**Your goal**
Whenever a line below includes the string "الملك", show it.

============

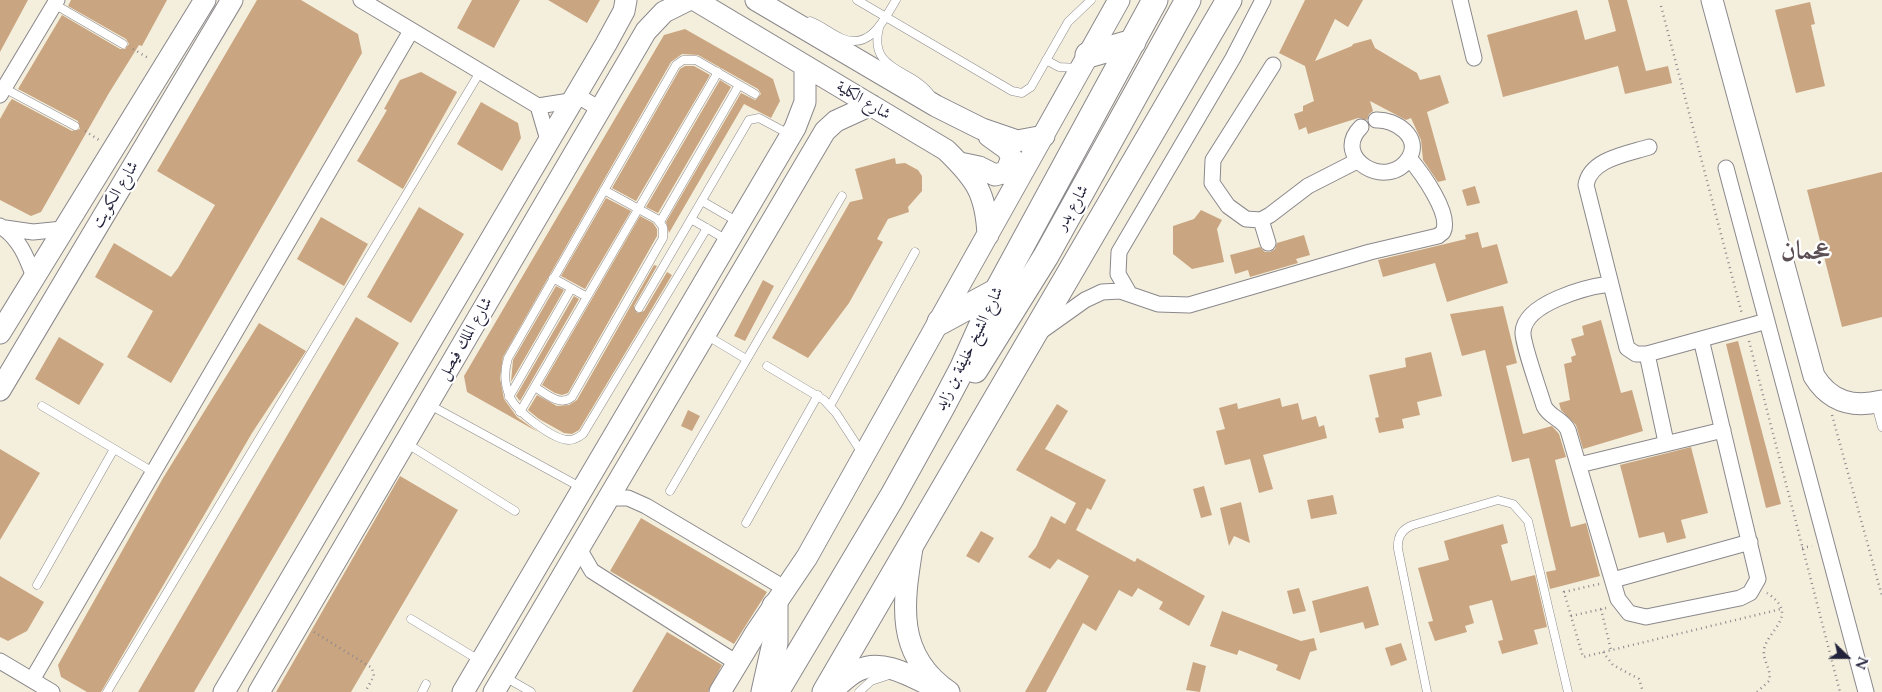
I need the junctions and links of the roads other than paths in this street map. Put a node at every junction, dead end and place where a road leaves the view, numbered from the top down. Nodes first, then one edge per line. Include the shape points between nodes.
1 (205, 0) edge
2 (361, 0) edge
3 (626, 0) edge
4 (688, 0) edge
5 (695, 0) edge
6 (756, 0) edge
7 (857, 0) edge
8 (896, 0) edge
9 (1091, 0) edge
10 (1119, 0) edge
11 (1155, 0) edge
12 (1188, 0) edge
13 (1229, 0) edge
14 (1248, 0) edge
15 (1263, 0) edge
16 (1460, 0) edge
17 (1712, 0) edge
18 (56, 2) edge
19 (231, 3) edge
20 (777, 13) junction
21 (886, 17) junction
22 (879, 28) junction
23 (411, 31) junction
24 (1133, 42) junction
25 (124, 44) road end
26 (1197, 58) junction
27 (1474, 58) dead end
28 (1046, 60) junction
29 (1084, 61) junction
30 (1273, 65) dead end
31 (806, 67) junction
32 (480, 72) junction
33 (718, 72) junction
34 (739, 85) junction
35 (1, 89) edge
36 (754, 94) dead end
37 (572, 101) junction
38 (871, 105) junction
39 (538, 106) junction
40 (936, 106) junction
41 (597, 116) junction
42 (1376, 120) dead end
43 (75, 126) road end
44 (1361, 127) dead end
45 (982, 129) junction
46 (791, 135) junction
47 (1044, 136) junction
48 (548, 140) junction
49 (1648, 147) dead end
50 (1409, 158) junction
51 (1357, 161) junction
52 (960, 163) junction
53 (1726, 168) dead end
54 (604, 190) junction
55 (842, 196) dead end
56 (702, 201) junction
57 (638, 209) junction
58 (691, 219) junction
59 (1261, 220) junction
60 (660, 222) junction
61 (2, 227) edge
62 (707, 228) junction
63 (63, 229) junction
64 (732, 231) junction
65 (764, 234) junction
66 (988, 236) junction
67 (1268, 243) dead end
68 (915, 252) dead end
69 (34, 277) junction
70 (553, 278) junction
71 (1610, 284) junction
72 (571, 289) junction
73 (997, 291) junction
74 (1129, 293) junction
75 (586, 298) junction
76 (639, 308) dead end
77 (940, 322) junction
78 (1767, 322) junction
79 (0, 333) edge
80 (706, 335) junction
81 (1035, 336) junction
82 (1701, 339) junction
83 (1646, 354) junction
84 (746, 359) junction
85 (767, 366) dead end
86 (534, 387) junction
87 (0, 390) edge
88 (818, 395) junction
89 (509, 397) junction
90 (1879, 402) edge
91 (428, 404) junction
92 (42, 406) dead end
93 (830, 406) junction
94 (942, 407) junction
95 (520, 412) junction
96 (1882, 427) edge
97 (1723, 430) junction
98 (1666, 442) junction
99 (406, 443) junction
100 (114, 449) junction
101 (864, 456) junction
102 (1578, 465) junction
103 (153, 472) junction
104 (582, 488) junction
105 (670, 491) dead end
106 (609, 498) junction
107 (515, 511) dead end
108 (746, 522) dead end
109 (914, 539) junction
110 (1750, 542) junction
111 (582, 545) junction
112 (1613, 580) junction
113 (37, 585) dead end
114 (781, 598) junction
115 (411, 619) dead end
116 (0, 661) edge
117 (481, 661) junction
118 (737, 663) junction
119 (907, 675) junction
120 (32, 680) junction
121 (426, 684) dead end
122 (498, 684) edge
123 (52, 692) edge
124 (107, 692) edge
125 (224, 692) edge
126 (259, 692) edge
127 (422, 692) edge
128 (463, 692) edge
129 (531, 692) edge
130 (720, 692) edge
131 (764, 692) edge
132 (776, 692) edge
133 (825, 692) edge
134 (831, 692) edge
135 (859, 692) edge
136 (946, 692) edge
137 (950, 692) edge
138 (1428, 692) edge
139 (1568, 692) edge
140 (1866, 692) edge

1 - 63 street, شارع الكويت
2 - 23 street
3 - 37 street, شارع الملك فيصل via 618,22
4 - 41 street, شارع الملك فيصل via 664,12 646,31
5 - 31 street, شارع الكلية
6 - 20 street, شارع الكلية
7 - 21 lane
8 - 21 lane
9 - 28 lane via 1068,22
10 - 29 street
11 - 24 main road, شارع الشيخ خليفة بن زايد
12 - 94 main road, شارع بدر via 1005,323 971,376
13 - 26 main road
14 - 26 main road
15 - 74 street via 1229,65 1119,252 1118,274
16 - 27 street
17 - 90 street via 1814,376 1826,392 1842,402
18 - 25 lane
18 - 35 street
19 - 87 street, شارع الكويت
20 - 22 lane via 802,18 853,41 867,38
20 - 40 street, شارع الكلية
21 - 22 lane
21 - 28 lane via 1017,93 1031,87
22 - 40 lane via 876,43 882,58 925,87
23 - 32 street
23 - 103 street
24 - 29 main road
24 - 73 main road, شارع الشيخ خليفة بن زايد
26 - 81 main road
28 - 29 lane via 1066,68
29 - 47 street
30 - 59 street via 1216,153 1211,168 1212,183 1228,206 1246,218
31 - 38 street, شارع الكلية
31 - 46 street via 805,102
32 - 39 street
32 - 124 lane
33 - 34 lane
33 - 54 lane via 692,59 676,65
33 - 57 lane
34 - 36 lane
34 - 60 lane
35 - 43 lane
37 - 39 street
37 - 41 street via 583,99 589,102
37 - 48 street, شارع الملك فيصل
38 - 52 street, شارع الكلية via 946,150
38 - 65 street via 836,121 825,132
39 - 48 street
40 - 45 street, شارع الكلية
41 - 91 street, شارع الملك فيصل
42 - 50 street via 1394,123 1408,134 1412,146
44 - 51 street via 1353,141
45 - 47 street, شارع الكلية via 1018,141
45 - 52 street via 1010,154 1012,162 1006,172 995,175
46 - 56 lane via 759,118 749,120
46 - 64 street
47 - 66 street
48 - 125 street, شارع الملك فيصل
49 - 71 street via 1601,163 1587,178 1586,192
50 - 51 street via 1398,168 1384,172 1369,170
50 - 74 street via 1433,191 1446,222 1438,236 1348,258 1196,304 1158,304
51 - 59 street via 1308,186
52 - 66 street, شارع الكلية via 983,197
53 - 78 street
54 - 57 lane
54 - 70 lane
55 - 84 lane
56 - 58 lane
56 - 64 lane
57 - 60 lane
57 - 75 lane
58 - 62 lane
58 - 76 lane
59 - 67 street
60 - 86 lane via 664,232 660,244 572,397 558,401
61 - 63 street via 33,232
61 - 69 street via 23,250
62 - 64 lane
62 - 95 lane via 583,434 573,440 563,440
63 - 69 street, شارع الكويت
64 - 65 street via 749,218 763,228
64 - 104 street
65 - 80 street
66 - 77 street
68 - 93 lane
69 - 79 street, شارع الكويت
70 - 72 lane
70 - 89 lane via 508,358 505,378
71 - 83 street via 1624,343 1631,351
71 - 102 street via 1580,290 1553,301 1528,319 1522,333 1544,406 1566,425
72 - 75 lane
72 - 89 lane
73 - 77 main road
73 - 94 main road, شارع الشيخ خليفة بن زايد
74 - 81 street via 1111,291 1093,296
75 - 86 lane
77 - 101 street
78 - 82 street
78 - 140 street
80 - 84 lane
80 - 106 street
81 - 109 main road
82 - 83 street
82 - 97 street
83 - 98 street
84 - 105 lane
85 - 88 lane
86 - 95 lane
88 - 93 lane
88 - 108 lane
89 - 95 lane
90 - 96 lane
91 - 99 street, شارع الملك فيصل
91 - 104 lane
92 - 100 lane
93 - 101 lane
94 - 132 main road, شارع الشيخ خليفة بن زايد
97 - 98 street
97 - 110 street
98 - 102 street
99 - 107 lane
99 - 126 street, شارع الملك فيصل
100 - 103 lane
100 - 113 lane
101 - 114 street
102 - 112 street
103 - 120 street
104 - 117 street
106 - 111 street
106 - 114 street via 628,498 646,506
109 - 133 main road
109 - 137 street via 904,599 908,635 926,669
110 - 112 street
110 - 112 street via 1758,573 1754,589 1740,598 1646,617 1635,616 1621,605
111 - 118 street via 582,554 592,572
111 - 122 street
114 - 118 street
114 - 131 main road
115 - 117 lane
116 - 120 street
117 - 128 street
118 - 130 street
119 - 134 street via 882,666 865,667
119 - 135 lane via 877,678
119 - 136 street
120 - 123 street
121 - 127 lane
122 - 129 lane
138 - 139 lane via 1398,539 1404,530 1414,525 1498,500 1514,504 1528,521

============

**Answer space**
3 - 37 street, شارع الملك فيصل via 618,22
4 - 41 street, شارع الملك فيصل via 664,12 646,31
37 - 48 street, شارع الملك فيصل
41 - 91 street, شارع الملك فيصل
48 - 125 street, شارع الملك فيصل
91 - 99 street, شارع الملك فيصل
99 - 126 street, شارع الملك فيصل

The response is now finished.